### Exercise goal
In the entries below, find the lines that contain the word "nodes" and copy them.

[Recorded information]

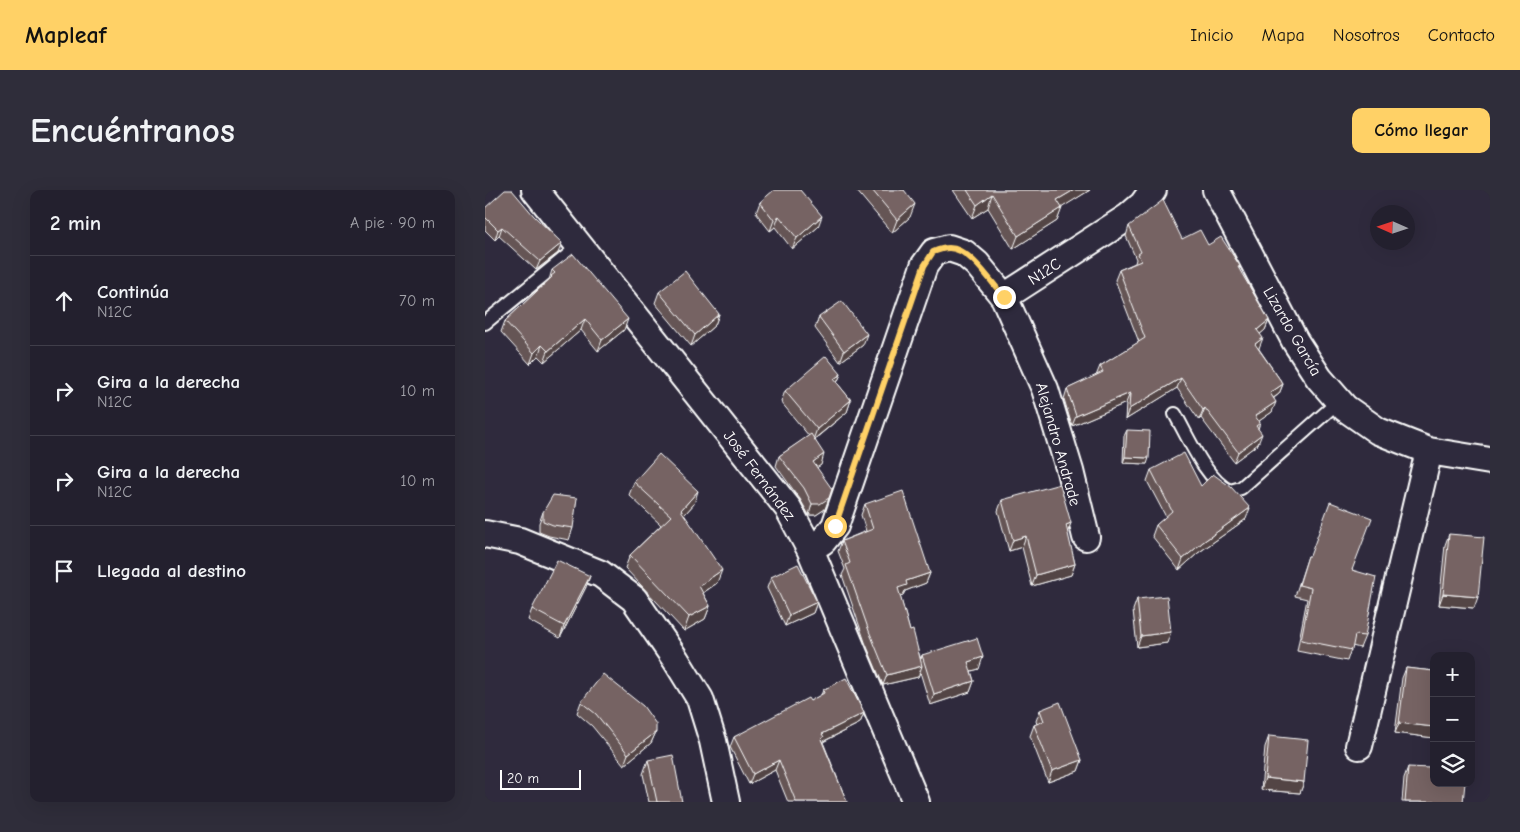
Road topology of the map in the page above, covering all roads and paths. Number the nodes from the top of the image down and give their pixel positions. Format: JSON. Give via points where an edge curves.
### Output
{"nodes":[{"id":1,"x":535,"y":190,"type":"edge"},
{"id":2,"x":1153,"y":190,"type":"edge"},
{"id":3,"x":1216,"y":190,"type":"edge"},
{"id":4,"x":579,"y":246,"type":"junction"},
{"id":5,"x":1004,"y":297,"type":"junction"},
{"id":6,"x":485,"y":323,"type":"edge"},
{"id":7,"x":1339,"y":401,"type":"junction"},
{"id":8,"x":1175,"y":414,"type":"dead end"},
{"id":9,"x":1429,"y":451,"type":"junction"},
{"id":10,"x":1490,"y":461,"type":"edge"},
{"id":11,"x":485,"y":534,"type":"edge"},
{"id":12,"x":1086,"y":537,"type":"dead end"},
{"id":13,"x":810,"y":549,"type":"junction"},
{"id":14,"x":1359,"y":746,"type":"dead end"},
{"id":15,"x":727,"y":802,"type":"edge"},
{"id":16,"x":916,"y":802,"type":"edge"}],
"edges":[{"from":1,"to":4,"type":"street","name":"José Fernández"},
{"from":2,"to":5,"type":"street","name":"N12C","via":[[1128,217]]},
{"from":3,"to":7,"type":"street","name":"Lizardo García","via":[[1295,341],[1319,378]]},
{"from":4,"to":6,"type":"lane"},
{"from":4,"to":13,"type":"street","name":"José Fernández","via":[[788,508]]},
{"from":5,"to":12,"type":"street","name":"Alejandro Andrade","via":[[1045,389]]},
{"from":5,"to":13,"type":"street","via":[[964,253],[949,248],[933,252],[924,266],[835,526],[823,541]]},
{"from":7,"to":8,"type":"lane","via":[[1241,488],[1230,491],[1221,487],[1203,463]]},
{"from":7,"to":9,"type":"street","name":"Lizardo García","via":[[1378,431]]},
{"from":9,"to":10,"type":"street","name":"Lizardo García"},
{"from":9,"to":14,"type":"street"},
{"from":11,"to":15,"type":"street","via":[[520,541],[601,574],[634,598],[700,699]]},
{"from":13,"to":16,"type":"street","name":"José Fernández"}]}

[/Recorded information]

### Written response
Road topology of the map in the page above, covering all roads and paths. Number the nodes from the top of the image down and give their pixel positions. Format: JSON. Give via points where an edge curves.
{"nodes":[{"id":1,"x":535,"y":190,"type":"edge"},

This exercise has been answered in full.